> _PROBLEM REQUIREMENTS_:
Restate the records word for word. Include no pictures.
--- INFORMATION GIVEN Enclosed Below ---
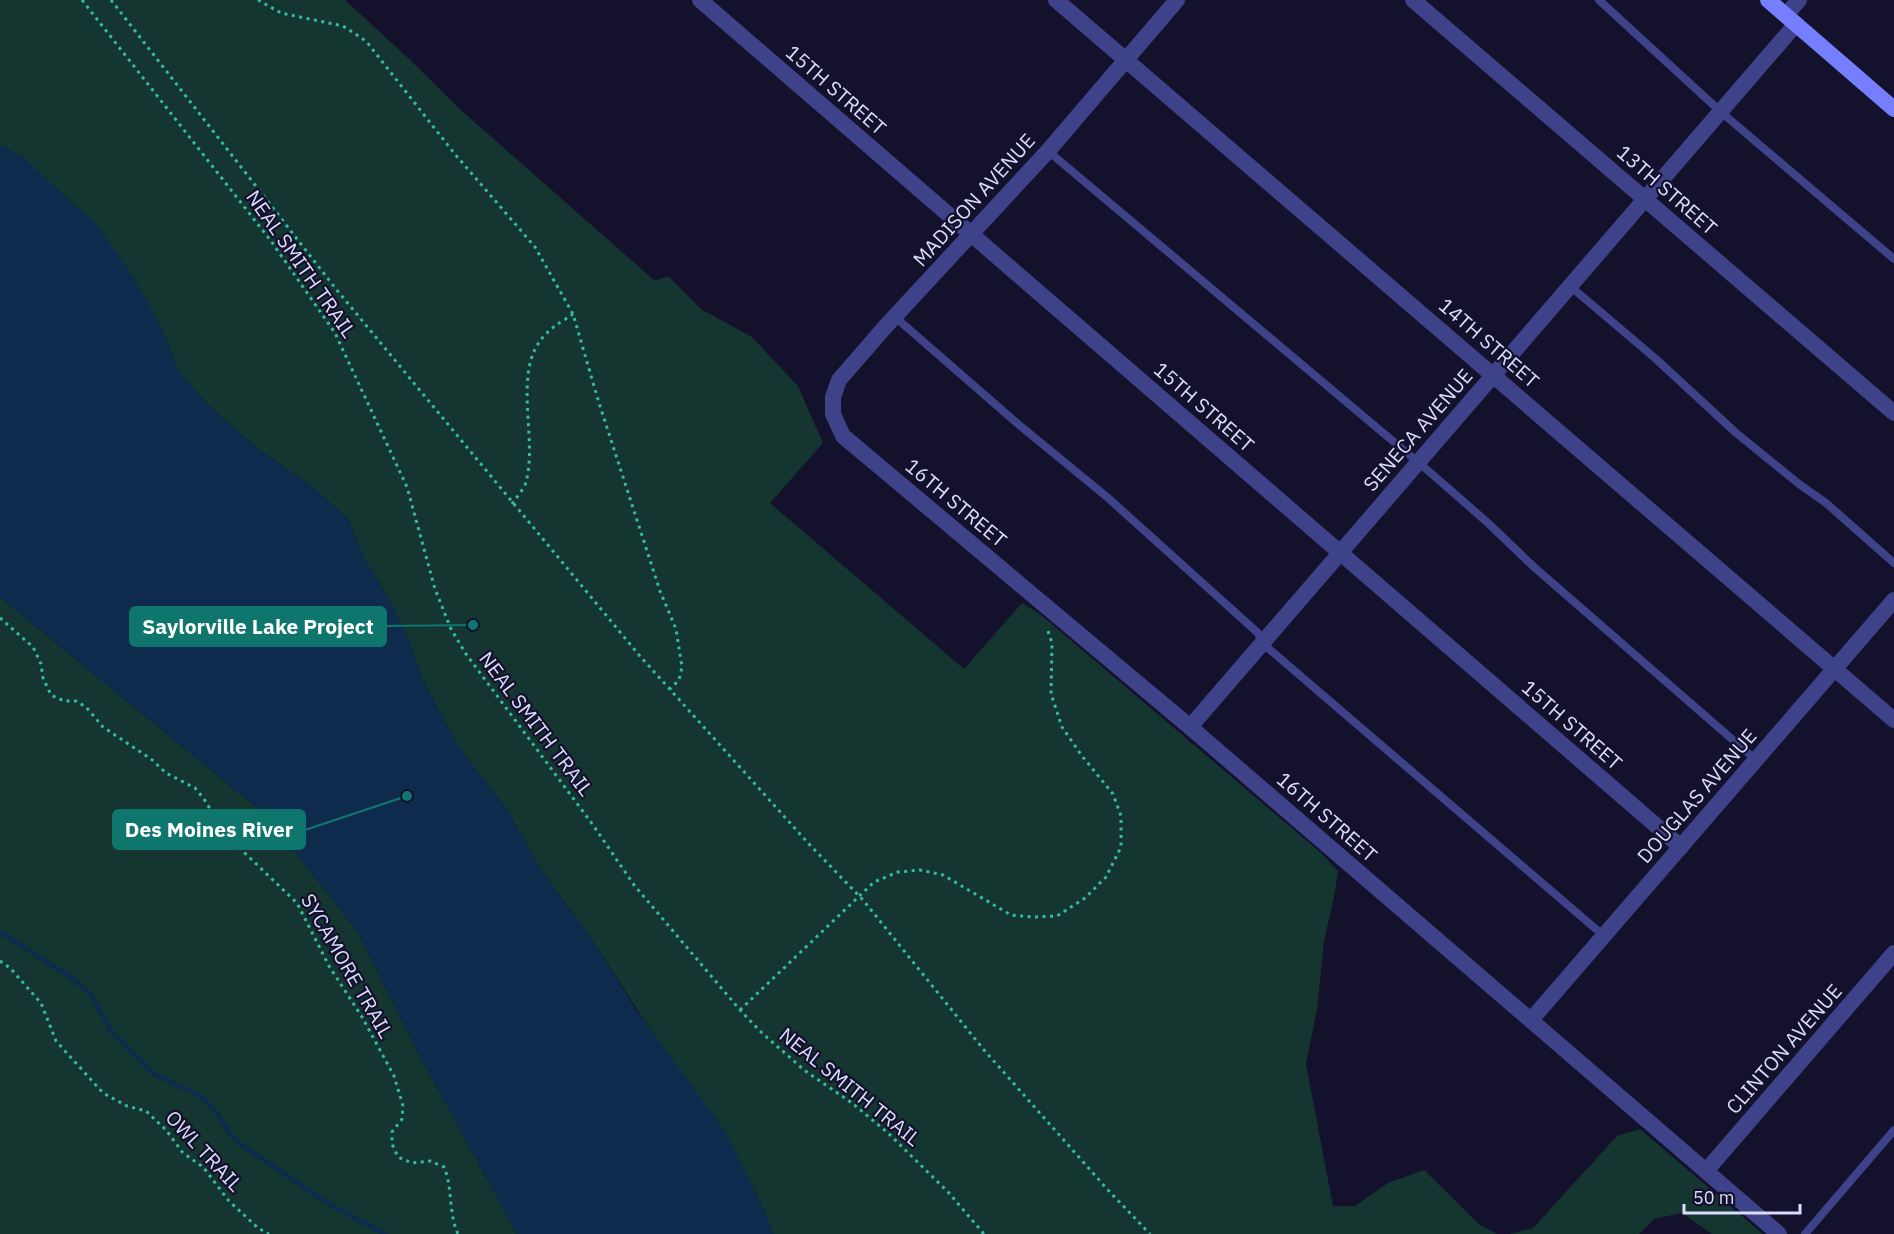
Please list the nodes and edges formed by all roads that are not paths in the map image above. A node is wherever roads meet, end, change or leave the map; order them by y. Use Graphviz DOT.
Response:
graph roads {
  1 [pos="700,0"];
  2 [pos="1056,0"];
  3 [pos="1177,0"];
  4 [pos="1413,0"];
  5 [pos="1599,0"];
  6 [pos="1768,0"];
  7 [pos="1799,0"];
  8 [pos="1791,20"];
  9 [pos="1125,60"];
  10 [pos="1894,109"];
  11 [pos="1720,112"];
  12 [pos="1048,151"];
  13 [pos="1645,199"];
  14 [pos="972,235"];
  15 [pos="1894,260"];
  16 [pos="1570,286"];
  17 [pos="895,317"];
  18 [pos="1494,375"];
  19 [pos="1894,413"];
  20 [pos="843,436"];
  21 [pos="1417,463"];
  22 [pos="1340,552"];
  23 [pos="1894,563"];
  24 [pos="1894,600"];
  25 [pos="1263,643"];
  26 [pos="1835,669"];
  27 [pos="1894,720"];
  28 [pos="1190,726"];
  29 [pos="1756,760"];
  30 [pos="1681,846"];
  31 [pos="1604,936"];
  32 [pos="1894,953"];
  33 [pos="1531,1020"];
  34 [pos="1894,1130"];
  35 [pos="1706,1171"];
  36 [pos="1779,1234"];
  37 [pos="1805,1234"];
  1 -- 14 [label="street, 15TH STREET"];
  2 -- 9 [label="street, 14TH STREET"];
  3 -- 9 [label="street, MADISON AVENUE"];
  4 -- 13 [label="street, 13TH STREET"];
  5 -- 11 [label="lane"];
  6 -- 8 [label="main road"];
  7 -- 8 [label="street, SENECA AVENUE"];
  8 -- 10 [label="main road"];
  8 -- 11 [label="street, SENECA AVENUE"];
  9 -- 12 [label="street, MADISON AVENUE"];
  9 -- 18 [label="street, 14TH STREET"];
  11 -- 13 [label="street, SENECA AVENUE"];
  11 -- 15 [label="lane"];
  12 -- 14 [label="street, MADISON AVENUE"];
  12 -- 21 [label="lane"];
  13 -- 16 [label="street, SENECA AVENUE"];
  13 -- 19 [label="street, 13TH STREET"];
  14 -- 17 [label="street, MADISON AVENUE"];
  14 -- 22 [label="street, 15TH STREET"];
  16 -- 18 [label="street, SENECA AVENUE"];
  16 -- 23 [label="lane"];
  17 -- 20 [label="street, MADISON AVENUE"];
  17 -- 25 [label="lane"];
  18 -- 21 [label="street, SENECA AVENUE"];
  18 -- 26 [label="street, 14TH STREET"];
  20 -- 28 [label="street, 16TH STREET"];
  21 -- 22 [label="street, SENECA AVENUE"];
  21 -- 29 [label="lane"];
  22 -- 25 [label="street, SENECA AVENUE"];
  22 -- 30 [label="street, 15TH STREET"];
  24 -- 26 [label="street, DOUGLAS AVENUE"];
  25 -- 28 [label="street, SENECA AVENUE"];
  25 -- 31 [label="lane"];
  26 -- 27 [label="street, 14TH STREET"];
  26 -- 29 [label="street, DOUGLAS AVENUE"];
  28 -- 33 [label="street, 16TH STREET"];
  29 -- 30 [label="street, DOUGLAS AVENUE"];
  30 -- 31 [label="street, DOUGLAS AVENUE"];
  31 -- 33 [label="street, DOUGLAS AVENUE"];
  32 -- 35 [label="street, CLINTON AVENUE"];
  33 -- 35 [label="street, 16TH STREET"];
  34 -- 37 [label="lane"];
  35 -- 36 [label="street, 16TH STREET"];
}
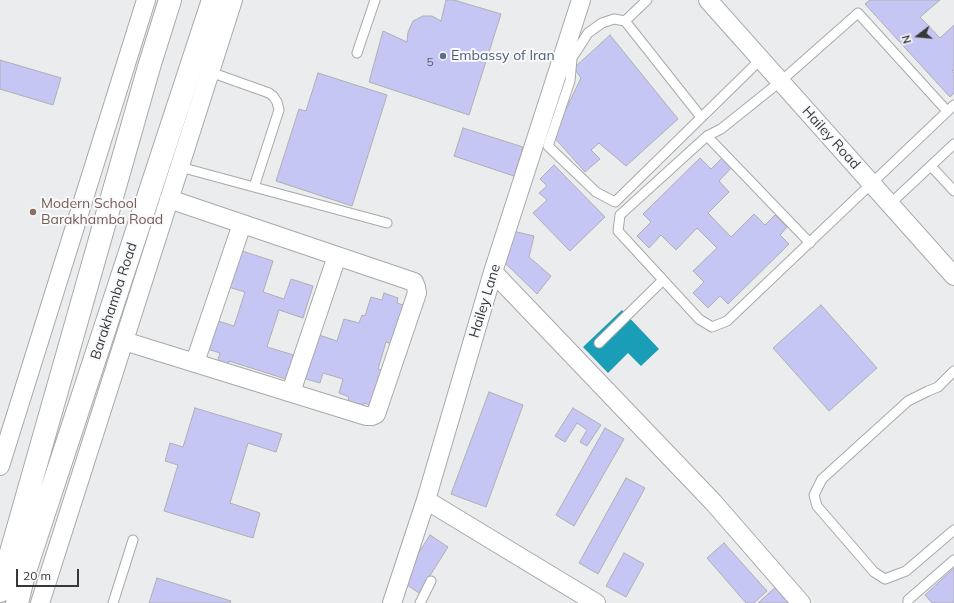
--- End of Enclosed INFORMATION GIVEN ---
> _TASK RESPONSE_:
Please list the nodes and edges formed by all roads that are not paths in the map image above. A node is wherever roads meet, end, change or leave the map; order them by y. Use Graphviz DOT.
Response:
graph roads {
  1 [pos="700,0"];
  2 [pos="1056,0"];
  3 [pos="1177,0"];
  4 [pos="1413,0"];
  5 [pos="1599,0"];
  6 [pos="1768,0"];
  7 [pos="1799,0"];
  8 [pos="1791,20"];
  9 [pos="1125,60"];
  10 [pos="1894,109"];
  11 [pos="1720,112"];
  12 [pos="1048,151"];
  13 [pos="1645,199"];
  14 [pos="972,235"];
  15 [pos="1894,260"];
  16 [pos="1570,286"];
  17 [pos="895,317"];
  18 [pos="1494,375"];
  19 [pos="1894,413"];
  20 [pos="843,436"];
  21 [pos="1417,463"];
  22 [pos="1340,552"];
  23 [pos="1894,563"];
  24 [pos="1894,600"];
  25 [pos="1263,643"];
  26 [pos="1835,669"];
  27 [pos="1894,720"];
  28 [pos="1190,726"];
  29 [pos="1756,760"];
  30 [pos="1681,846"];
  31 [pos="1604,936"];
  32 [pos="1894,953"];
  33 [pos="1531,1020"];
  34 [pos="1894,1130"];
  35 [pos="1706,1171"];
  36 [pos="1779,1234"];
  37 [pos="1805,1234"];
  1 -- 14 [label="street, 15TH STREET"];
  2 -- 9 [label="street, 14TH STREET"];
  3 -- 9 [label="street, MADISON AVENUE"];
  4 -- 13 [label="street, 13TH STREET"];
  5 -- 11 [label="lane"];
  6 -- 8 [label="main road"];
  7 -- 8 [label="street, SENECA AVENUE"];
  8 -- 10 [label="main road"];
  8 -- 11 [label="street, SENECA AVENUE"];
  9 -- 12 [label="street, MADISON AVENUE"];
  9 -- 18 [label="street, 14TH STREET"];
  11 -- 13 [label="street, SENECA AVENUE"];
  11 -- 15 [label="lane"];
  12 -- 14 [label="street, MADISON AVENUE"];
  12 -- 21 [label="lane"];
  13 -- 16 [label="street, SENECA AVENUE"];
  13 -- 19 [label="street, 13TH STREET"];
  14 -- 17 [label="street, MADISON AVENUE"];
  14 -- 22 [label="street, 15TH STREET"];
  16 -- 18 [label="street, SENECA AVENUE"];
  16 -- 23 [label="lane"];
  17 -- 20 [label="street, MADISON AVENUE"];
  17 -- 25 [label="lane"];
  18 -- 21 [label="street, SENECA AVENUE"];
  18 -- 26 [label="street, 14TH STREET"];
  20 -- 28 [label="street, 16TH STREET"];
  21 -- 22 [label="street, SENECA AVENUE"];
  21 -- 29 [label="lane"];
  22 -- 25 [label="street, SENECA AVENUE"];
  22 -- 30 [label="street, 15TH STREET"];
  24 -- 26 [label="street, DOUGLAS AVENUE"];
  25 -- 28 [label="street, SENECA AVENUE"];
  25 -- 31 [label="lane"];
  26 -- 27 [label="street, 14TH STREET"];
  26 -- 29 [label="street, DOUGLAS AVENUE"];
  28 -- 33 [label="street, 16TH STREET"];
  29 -- 30 [label="street, DOUGLAS AVENUE"];
  30 -- 31 [label="street, DOUGLAS AVENUE"];
  31 -- 33 [label="street, DOUGLAS AVENUE"];
  32 -- 35 [label="street, CLINTON AVENUE"];
  33 -- 35 [label="street, 16TH STREET"];
  34 -- 37 [label="lane"];
  35 -- 36 [label="street, 16TH STREET"];
}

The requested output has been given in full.